After reading India - A Wounded Civilization, I developed a keen inclination or curiosity, as you may call it, to read the third and final installment of V S Naipaul's trilogy. As observed in the previous book, there was a considerable amount of bitterness, to put it mildly, in Naipaul's writing. So much bitterness that sometimes the reader was pushed to thinking that Naipaul is prejudiced and the book and his knowledge of India is just an outlet for that froth. As someone told me today "Naipaul survives on India bashing". I do not think I am knowledgeable enough to comment on that. So let me talk about the extant book under consideration.

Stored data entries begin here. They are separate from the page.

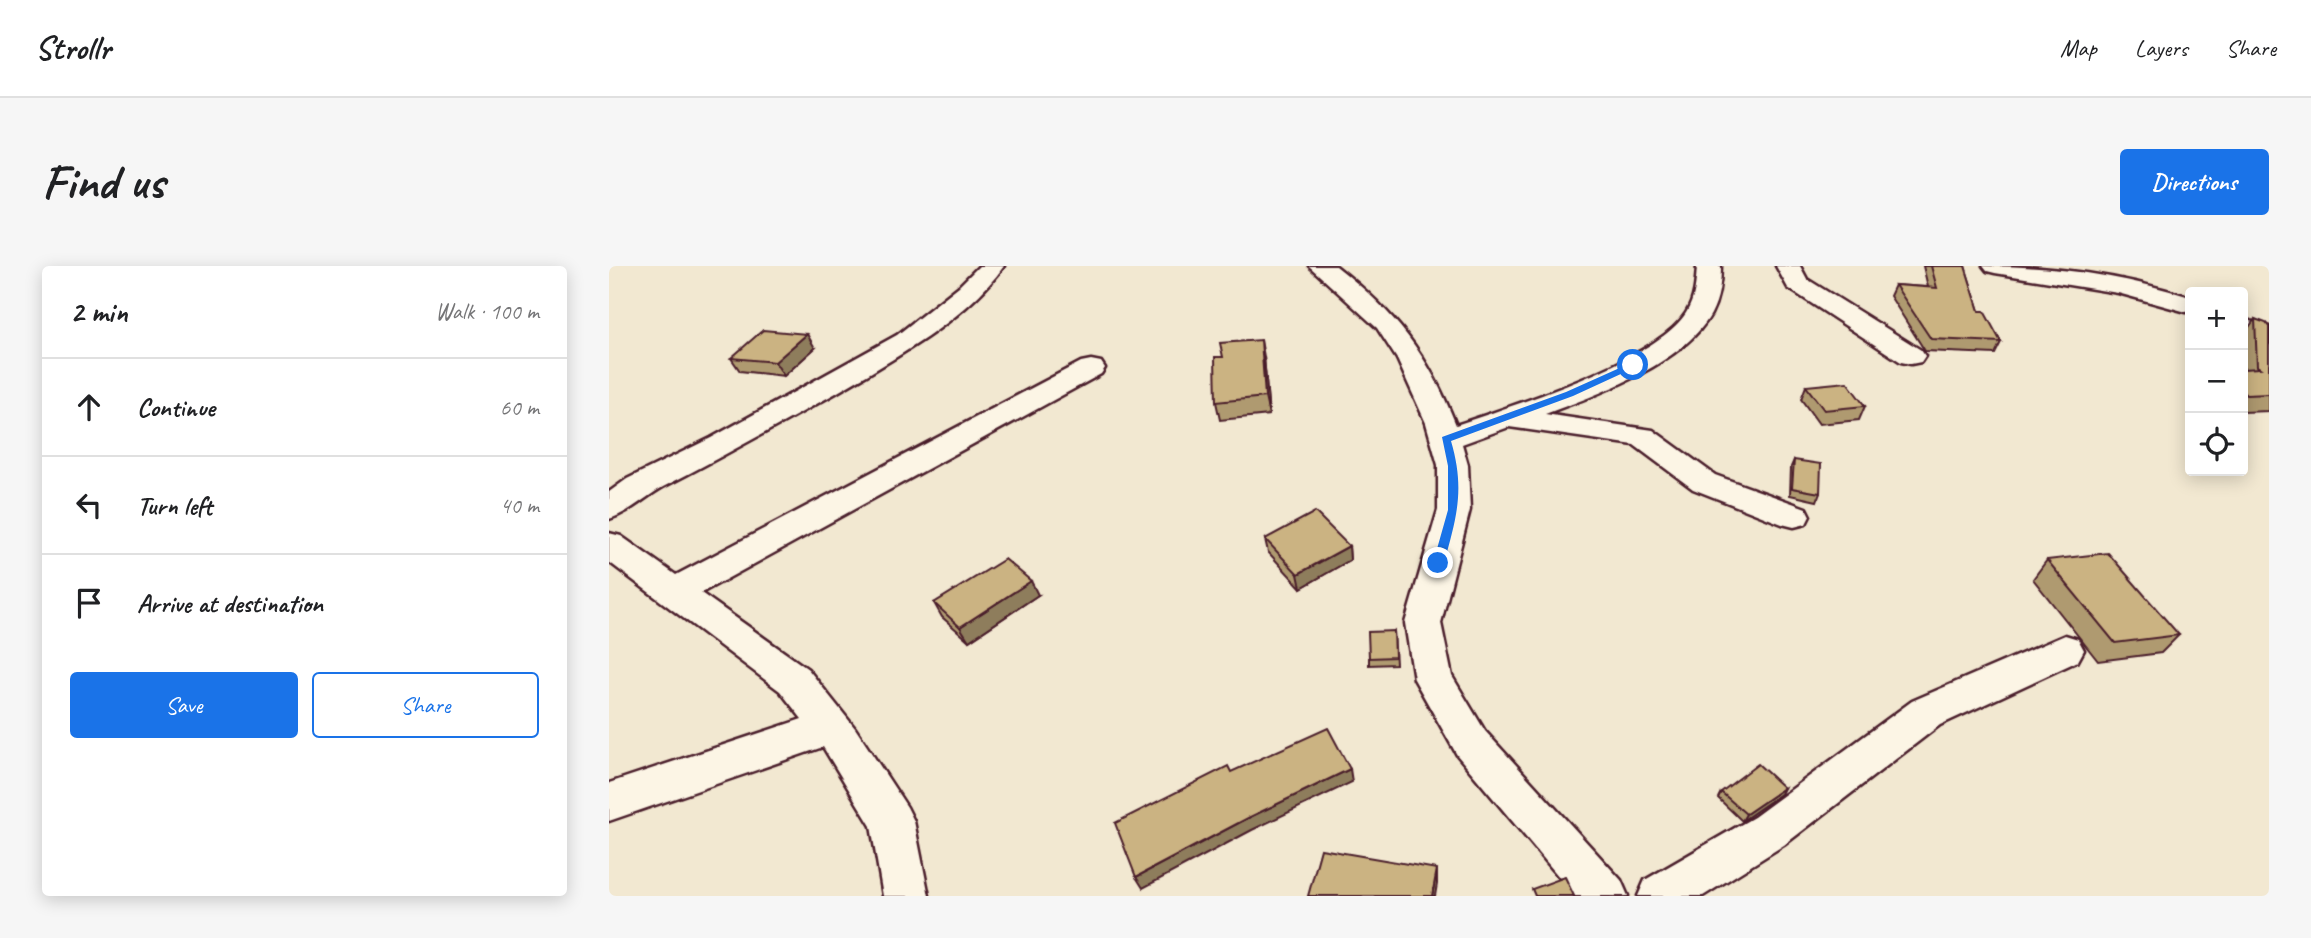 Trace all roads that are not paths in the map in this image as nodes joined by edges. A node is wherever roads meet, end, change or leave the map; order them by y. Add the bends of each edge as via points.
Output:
1 (992, 266) edge
2 (1321, 266) edge
3 (1709, 266) edge
4 (1788, 266) edge
5 (1995, 266) edge
6 (2185, 304) edge
7 (2248, 329) edge
8 (2269, 335) edge
9 (1911, 356) dead end
10 (1091, 368) dead end
11 (1505, 417) junction
12 (1445, 440) junction
13 (609, 508) edge
14 (1794, 516) dead end
15 (609, 545) edge
16 (674, 592) junction
17 (2065, 650) dead end
18 (831, 727) junction
19 (609, 802) edge
20 (906, 896) edge
21 (1605, 896) edge
22 (1661, 896) edge

1 - 13 street via 906,341 638,487
2 - 12 street via 1386,323 1411,359
3 - 11 street via 1709,290 1699,311 1690,325 1662,347 1570,394
4 - 9 street via 1797,283
5 - 6 street via 2122,287
7 - 8 street
10 - 16 street
11 - 12 street
11 - 14 street via 1641,438 1704,482
12 - 21 street via 1453,466 1454,510 1423,622 1433,679 1471,743
15 - 16 street
16 - 18 street via 794,680
17 - 22 street via 1926,713 1769,831
18 - 19 street
18 - 20 street via 892,821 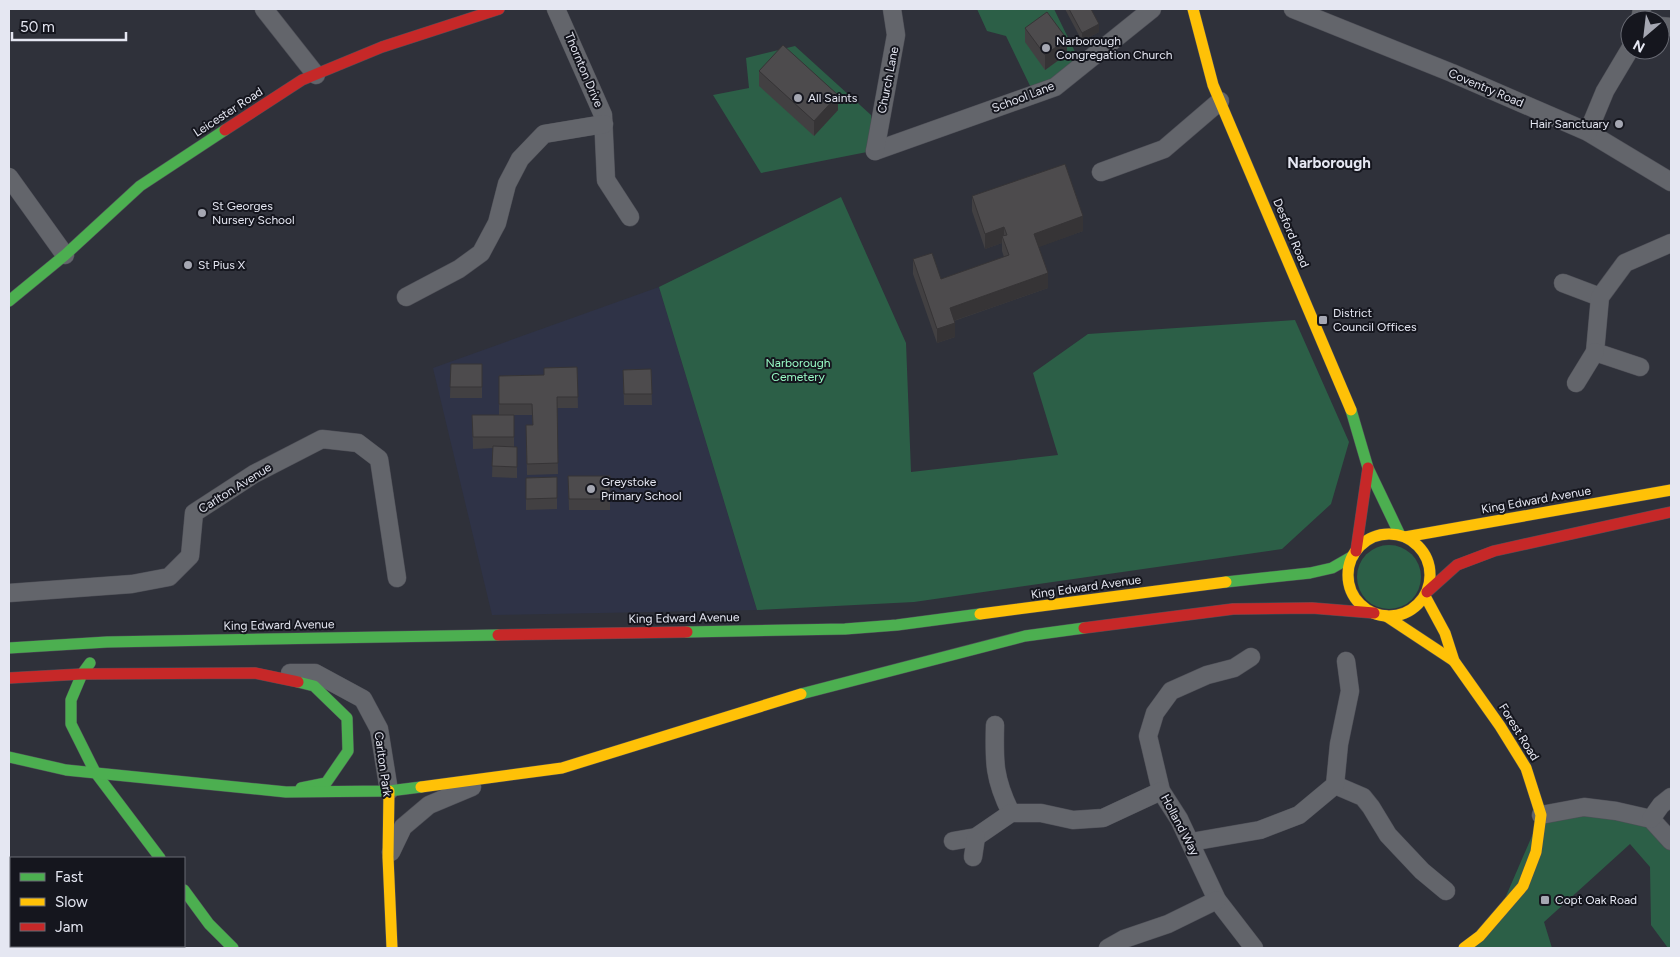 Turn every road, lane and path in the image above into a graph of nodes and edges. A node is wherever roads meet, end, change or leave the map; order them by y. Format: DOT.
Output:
graph roads {
  1 [pos="264,9"];
  2 [pos="500,9"];
  3 [pos="556,9"];
  4 [pos="892,9"];
  5 [pos="1152,9"];
  6 [pos="1192,9"];
  7 [pos="1293,9"];
  8 [pos="1623,60"];
  9 [pos="316,74"];
  10 [pos="1220,101"];
  11 [pos="604,124"];
  12 [pos="1588,132"];
  13 [pos="875,151"];
  14 [pos="1101,172"];
  15 [pos="9,177"];
  16 [pos="1671,182"];
  17 [pos="630,217"];
  18 [pos="1671,243"];
  19 [pos="65,255"];
  20 [pos="1563,283"];
  21 [pos="1600,297"];
  22 [pos="406,298"];
  23 [pos="9,301"];
  24 [pos="1595,352"];
  25 [pos="1640,367"];
  26 [pos="1576,383"];
  27 [pos="1368,468"];
  28 [pos="1671,490"];
  29 [pos="1671,512"];
  30 [pos="1402,536"];
  31 [pos="1354,554"];
  32 [pos="397,578"];
  33 [pos="9,593"];
  34 [pos="1426,594"];
  35 [pos="1374,614"];
  36 [pos="1386,616"];
  37 [pos="107,642"];
  38 [pos="9,648"];
  39 [pos="1251,657"];
  40 [pos="1346,661"];
  41 [pos="1454,661"];
  42 [pos="255,673"];
  43 [pos="82,674"];
  44 [pos="9,678"];
  45 [pos="995,726"];
  46 [pos="9,757"];
  47 [pos="95,772"];
  48 [pos="496,777"];
  49 [pos="1334,785"];
  50 [pos="389,790"];
  51 [pos="1161,791"];
  52 [pos="286,792"];
  53 [pos="1671,797"];
  54 [pos="1011,813"];
  55 [pos="1541,815"];
  56 [pos="1651,819"];
  57 [pos="976,837"];
  58 [pos="953,841"];
  59 [pos="1671,841"];
  60 [pos="1191,842"];
  61 [pos="159,857"];
  62 [pos="388,857"];
  63 [pos="973,857"];
  64 [pos="185,891"];
  65 [pos="1446,891"];
  66 [pos="1217,900"];
  67 [pos="234,948"];
  68 [pos="392,948"];
  69 [pos="1108,948"];
  70 [pos="1254,948"];
  71 [pos="1464,948"];
  1 -- 9 [label="street"];
  2 -- 9 [label="main road, Leicester Road"];
  3 -- 11 [label="street, Thornton Drive"];
  4 -- 13 [label="street, Church Lane"];
  5 -- 13 [label="street, School Lane"];
  6 -- 10 [label="main road, Desford Road"];
  7 -- 12 [label="street, Coventry Road"];
  8 -- 12 [label="street"];
  9 -- 19 [label="main road, Leicester Road"];
  10 -- 14 [label="street"];
  10 -- 27 [label="main road, Desford Road"];
  11 -- 17 [label="street, Thornton Drive"];
  11 -- 22 [label="street"];
  12 -- 16 [label="street, Coventry Road"];
  15 -- 19 [label="street"];
  18 -- 21 [label="street"];
  19 -- 23 [label="main road, Leicester Road"];
  20 -- 21 [label="street"];
  21 -- 24 [label="street"];
  24 -- 25 [label="street"];
  24 -- 26 [label="street"];
  27 -- 30 [label="main road, Desford Road"];
  27 -- 31 [label="main road, Desford Road"];
  28 -- 30 [label="main road, King Edward Avenue"];
  29 -- 34 [label="main road"];
  30 -- 31 [label="main road, King Edward Avenue"];
  30 -- 34 [label="main road"];
  31 -- 35 [label="main road"];
  31 -- 37 [label="main road, King Edward Avenue"];
  32 -- 33 [label="street, Carlton Avenue"];
  34 -- 36 [label="main road"];
  34 -- 41 [label="main road, Forest Road"];
  35 -- 36 [label="main road"];
  35 -- 48 [label="main road"];
  36 -- 41 [label="main road, Forest Road"];
  37 -- 38 [label="main road, King Edward Avenue"];
  37 -- 43 [label="main road"];
  39 -- 51 [label="street, Holland Way"];
  40 -- 49 [label="street"];
  41 -- 55 [label="main road, Forest Road"];
  42 -- 43 [label="main road"];
  42 -- 50 [label="street, Carlton Park"];
  42 -- 52 [label="main road"];
  43 -- 44 [label="main road"];
  43 -- 47 [label="main road"];
  45 -- 54 [label="street"];
  46 -- 47 [label="main road"];
  47 -- 52 [label="main road"];
  47 -- 61 [label="main road"];
  48 -- 50 [label="main road"];
  48 -- 62 [label="street, Carlton Park"];
  49 -- 60 [label="street"];
  49 -- 65 [label="street"];
  50 -- 52 [label="main road"];
  50 -- 62 [label="main road, Carlton Park"];
  51 -- 54 [label="street"];
  51 -- 60 [label="street, Holland Way"];
  53 -- 56 [label="street"];
  54 -- 57 [label="street"];
  55 -- 56 [label="street"];
  55 -- 71 [label="main road, Forest Road"];
  56 -- 59 [label="street"];
  57 -- 58 [label="street"];
  57 -- 63 [label="street"];
  60 -- 66 [label="street, Holland Way"];
  62 -- 68 [label="main road, Carlton Park"];
  64 -- 67 [label="main road"];
  66 -- 69 [label="street"];
  66 -- 70 [label="street, Holland Way"];
}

To start with the author has toned down, "noticeably". I am still reading the book, but there are some stark differences that I notice in his approach. For one, there is less of his own commentary on events, incidents and characters, which inundated "A Million Mutinies Now". Here he goes around India (only Mumbai for the first one-fourth of the book) with the help of a local person. He writes about the person and his lineage, his belongings, his beliefs and his aspirations. Through these persons he meets many others and writes about them too. Needless to say, each has a unique story to tell. But then as observed, there is less of his own take resulting in more freedom to the user. Maybe this is what Naipaul wants. When you criticize someone's country, he turns defensive, but leave it to him and he will more often than not vouch for the very same points. Naipaul has described every scene vividly not missing out on even the minutest of details. This may be a treat for the foreign readers who may not well acquainted with Indian surroundings or people. Though I may warn you that
for many, it may be a case of "Tell me something new !"

My opinion: Worth a read.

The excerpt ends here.